I did not mean brandelf(1), and did not suggested to add any additional marks to the ELF images when the already existing bits can provide the required information to the activator. Look at the get_brandinfo() function in the imgact_elf.c. It would need to be extended to handle flags, probably guided by some bit in bi->flags, but this is natural place for it.

I do not quite follow the statement about denial of service. Do you mean that just attempting to run OABI binary on EABI kernel causes panic or some other kernel misbehaviour ?

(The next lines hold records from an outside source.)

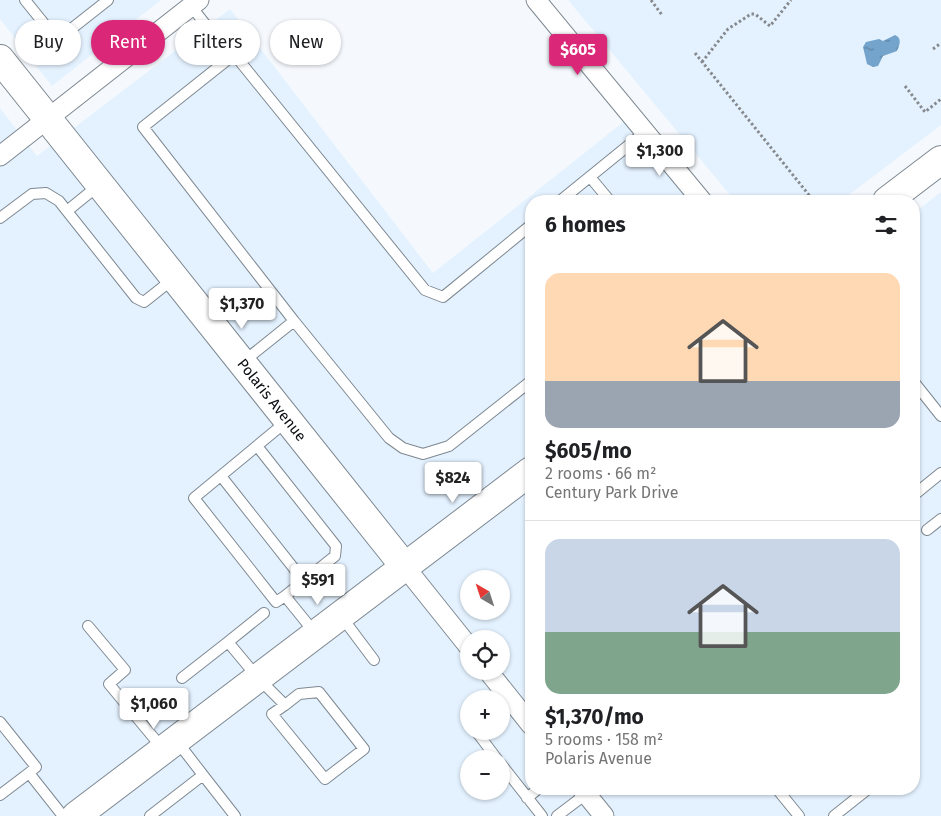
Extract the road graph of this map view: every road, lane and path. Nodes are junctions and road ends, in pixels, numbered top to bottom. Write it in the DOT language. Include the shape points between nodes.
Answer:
graph roads {
  1 [pos="25,0"];
  2 [pos="108,0"];
  3 [pos="536,0"];
  4 [pos="651,0"];
  5 [pos="791,0"];
  6 [pos="195,3"];
  7 [pos="662,15"];
  8 [pos="206,20"];
  9 [pos="941,43"];
  10 [pos="933,49"];
  11 [pos="695,53"];
  12 [pos="0,59"];
  13 [pos="702,62"];
  14 [pos="221,65"];
  15 [pos="243,65"];
  16 [pos="905,86"];
  17 [pos="941,100"];
  18 [pos="48,119"];
  19 [pos="645,132"];
  20 [pos="0,156"];
  21 [pos="941,160"];
  22 [pos="590,177"];
  23 [pos="100,184"];
  24 [pos="568,195"];
  25 [pos="605,195"];
  26 [pos="697,195"];
  27 [pos="809,195"];
  28 [pos="894,195"];
  29 [pos="67,211"];
  30 [pos="0,218"];
  31 [pos="525,230"];
  32 [pos="174,278"];
  33 [pos="294,321"];
  34 [pos="242,363"];
  35 [pos="525,386"];
  36 [pos="920,390"];
  37 [pos="941,416"];
  38 [pos="288,420"];
  39 [pos="256,446"];
  40 [pos="941,473"];
  41 [pos="221,476"];
  42 [pos="525,479"];
  43 [pos="920,489"];
  44 [pos="941,519"];
  45 [pos="927,530"];
  46 [pos="405,567"];
  47 [pos="303,580"];
  48 [pos="285,596"];
  49 [pos="264,613"];
  50 [pos="341,615"];
  51 [pos="88,626"];
  52 [pos="316,634"];
  53 [pos="460,636"];
  54 [pos="228,642"];
  55 [pos="374,660"];
  56 [pos="182,678"];
  57 [pos="258,678"];
  58 [pos="284,704"];
  59 [pos="510,708"];
  60 [pos="525,721"];
  61 [pos="0,722"];
  62 [pos="169,745"];
  63 [pos="29,772"];
  64 [pos="203,776"];
  65 [pos="510,776"];
  66 [pos="0,795"];
  67 [pos="531,795"];
  68 [pos="580,795"];
  69 [pos="587,795"];
  70 [pos="782,795"];
  71 [pos="860,795"];
  72 [pos="527,798"];
  73 [pos="63,816"];
  74 [pos="76,816"];
  75 [pos="150,816"];
  76 [pos="235,816"];
  77 [pos="542,816"];
  78 [pos="557,816"];
  79 [pos="604,816"];
  80 [pos="800,816"];
  81 [pos="834,816"];
  1 -- 2 [label="lane" via="54,36 61,37"];
  3 -- 19 [label="street"];
  4 -- 7 [label="path"];
  5 -- 13 [label="path" via="770,26 752,14 728,29"];
  6 -- 8 [label="lane"];
  6 -- 18 [label="street"];
  9 -- 10 [label="path"];
  11 -- 13 [label="path"];
  12 -- 18 [label="street, Polaris Avenue"];
  13 -- 27 [label="path"];
  14 -- 33 [label="lane" via="143,127"];
  15 -- 31 [label="lane" via="425,290 443,296"];
  16 -- 17 [label="path" via="925,112"];
  18 -- 20 [label="street"];
  18 -- 23 [label="street, Polaris Avenue"];
  19 -- 22 [label="lane"];
  19 -- 26 [label="street"];
  21 -- 28 [label="street"];
  22 -- 24 [label="lane"];
  22 -- 25 [label="lane"];
  23 -- 29 [label="lane"];
  23 -- 32 [label="street, Polaris Avenue"];
  29 -- 30 [label="lane" via="46,192 32,194"];
  29 -- 32 [label="lane" via="136,298 144,302"];
  32 -- 34 [label="street, Polaris Avenue"];
  33 -- 34 [label="lane"];
  33 -- 35 [label="lane" via="389,438 403,448 424,454 449,446"];
  34 -- 38 [label="street, Polaris Avenue"];
  36 -- 37 [label="lane"];
  38 -- 39 [label="lane"];
  38 -- 46 [label="street, Polaris Avenue"];
  39 -- 41 [label="lane"];
  39 -- 47 [label="lane" via="336,546 335,556"];
  40 -- 43 [label="lane"];
  41 -- 47 [label="lane"];
  41 -- 48 [label="lane" via="194,498 276,602"];
  42 -- 46 [label="street"];
  44 -- 45 [label="lane"];
  46 -- 50 [label="street"];
  46 -- 53 [label="street, Polaris Avenue"];
  47 -- 48 [label="lane"];
  48 -- 52 [label="lane"];
  49 -- 54 [label="lane"];
  50 -- 52 [label="street"];
  50 -- 55 [label="lane"];
  51 -- 62 [label="lane" via="125,670 109,684"];
  52 -- 57 [label="street"];
  54 -- 56 [label="lane"];
  54 -- 57 [label="lane"];
  57 -- 58 [label="lane"];
  57 -- 62 [label="street"];
  58 -- 58 [label="lane" via="299,694 319,692 364,749 325,779 272,714"];
  59 -- 60 [label="street"];
  61 -- 63 [label="lane" via="36,767"];
  62 -- 64 [label="lane"];
  62 -- 74 [label="street"];
  63 -- 66 [label="lane"];
  63 -- 73 [label="lane"];
  64 -- 75 [label="lane"];
  64 -- 76 [label="lane"];
  65 -- 72 [label="lane"];
  67 -- 72 [label="lane"];
  68 -- 78 [label="lane"];
  69 -- 79 [label="street"];
  70 -- 80 [label="lane"];
  71 -- 81 [label="lane"];
  72 -- 77 [label="lane"];
}
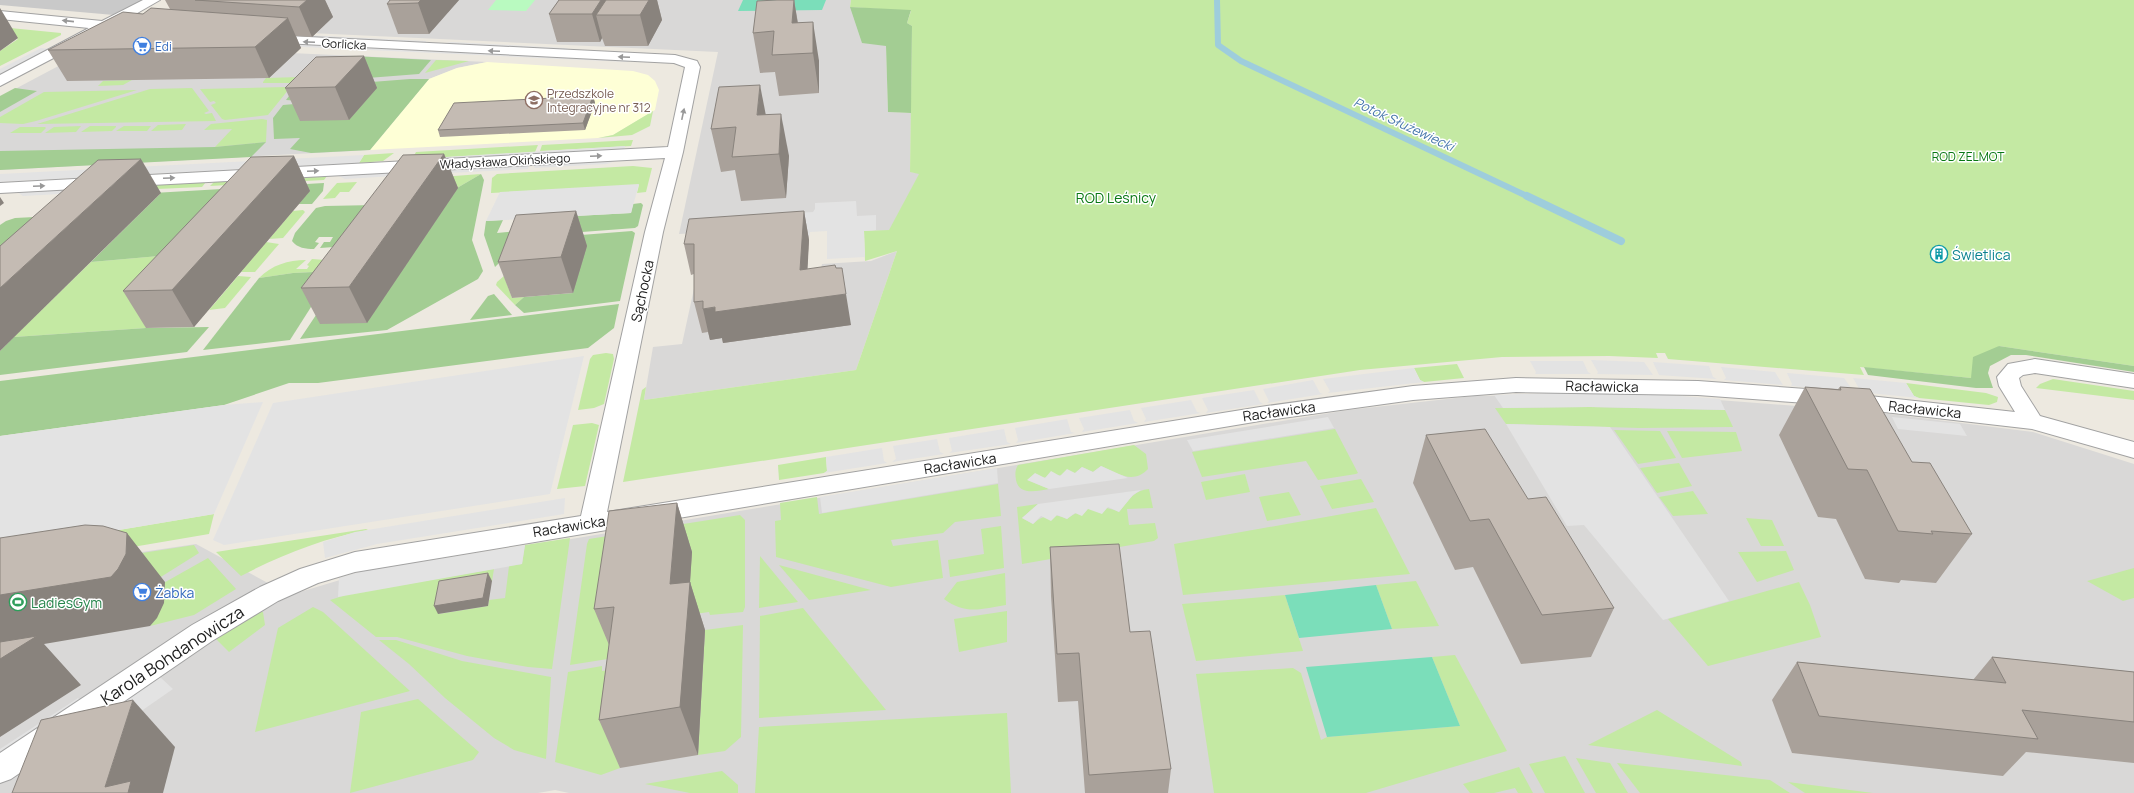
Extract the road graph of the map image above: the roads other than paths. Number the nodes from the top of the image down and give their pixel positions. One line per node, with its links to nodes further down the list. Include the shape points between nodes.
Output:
1 (153, 0): 3 (street)
2 (0, 15): 3 (street, one-way to 2)
3 (107, 25): 4 (street); 7 (street)
4 (144, 30)
5 (256, 39): 6 (street, Gorlicka, one-way to 5, via 675,59)
6 (689, 63): 8 (street, Sąchocka, one-way to 6, via 693,67)
7 (0, 81)
8 (675, 152): 9 (street, Władysława Okińskiego, one-way to 8); 13 (street, Sąchocka, via 654,232)
9 (0, 188)
10 (2134, 381): 11 (street, via 2035,366 2016,369 2008,377 2010,386)
11 (2032, 421): 12 (street, Racławicka); 13 (street, Racławicka, via 1806,396 1698,388 1510,385 1414,392 1260,414)
12 (2134, 450)
13 (592, 522): 14 (street, Racławicka)
14 (355, 562): 15 (street, Karola Bohdanowicza, via 309,576 269,594 215,625)
15 (0, 770)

I did not mean brandelf(1), and did not suggested to add any additional marks to the ELF images when the already existing bits can provide the required information to the activator. Look at the get_brandinfo() function in the imgact_elf.c. It would need to be extended to handle flags, probably guided by some bit in bi->flags, but this is natural place for it.

I probably have to explain more. Reason to use brandelf (in kernel) is that it allows to properly handle different ABIs, which is the case there. Use of get_brandelf makes it possible to return proper sysent table for given image, which one day might allow to support both OABI and EABI, if needed.

We're trying to put a stake in the heart of OABI, not write a complex compat layer to support it forever. I'm not sure what kernel misbehavior Warner ran into, but since the ABIs require different stack alignment and different registers for args, I'm not surprised. I think just refusing to run wrong-ABI binaries during this transition period while we're phasing out the old ABI is fine. The world is not full of OABI executables available only in binary format that people are going to want to keep running (and if they do have such a thing, they can run them by building an OABI kernel, at least until fbsd 12).

In D609#10, @kostikbel wrote:

I did not mean brandelf(1), and did not suggested to add any additional marks to the ELF images when the already existing bits can provide the required information to the activator. Look at the get_brandinfo() function in the imgact_elf.c. It would need to be extended to handle flags, probably guided by some bit in bi->flags, but this is natural place for it.

I probably have to explain more. Reason to use brandelf (in kernel) is that it allows to properly handle different ABIs, which is the case there. Use of get_brandelf makes it possible to return proper sysent table for given image, which one day might allow to support both OABI and EABI, if needed.

OK. I understand now. I'll have to expand brandelf in the kernel to grok these things. While OABI on arm is utterly uninteresting to me and most of the community, I can see things like o32, n32 and n64 all being supported on MIPS via a mechanism like this might be interesting. I'll take a look to see the effort involved. Thanks for the pointer.

Let's give brandelf a shot...

Not sure how to update the summary, but it is now wrong. The real commit message looks like

Expand the elf brandelf infrastructure to give access to the whole ELF
header (Elf_Ehdr) to determine if a particular interpretor wants to
accept it or not. Use this mechanism to filter EABI arm on OABI arm
kernels, and vice versa. This method could also be used to implement
OABI on EABI arm kernels, if desired, or to allow a single mips kernel
to run o32, n32 and n64 binaries.

Yes, this is mostly how I imagined the implementation.

You do not need to pass Elf_Ehdr explicitely, the pointer to the image header is available as imgp->image_header.

Refine, per kib's suggestion.

imp updated this revision to Diff 1137.

Closed by commit rS270123 (authored by @imp).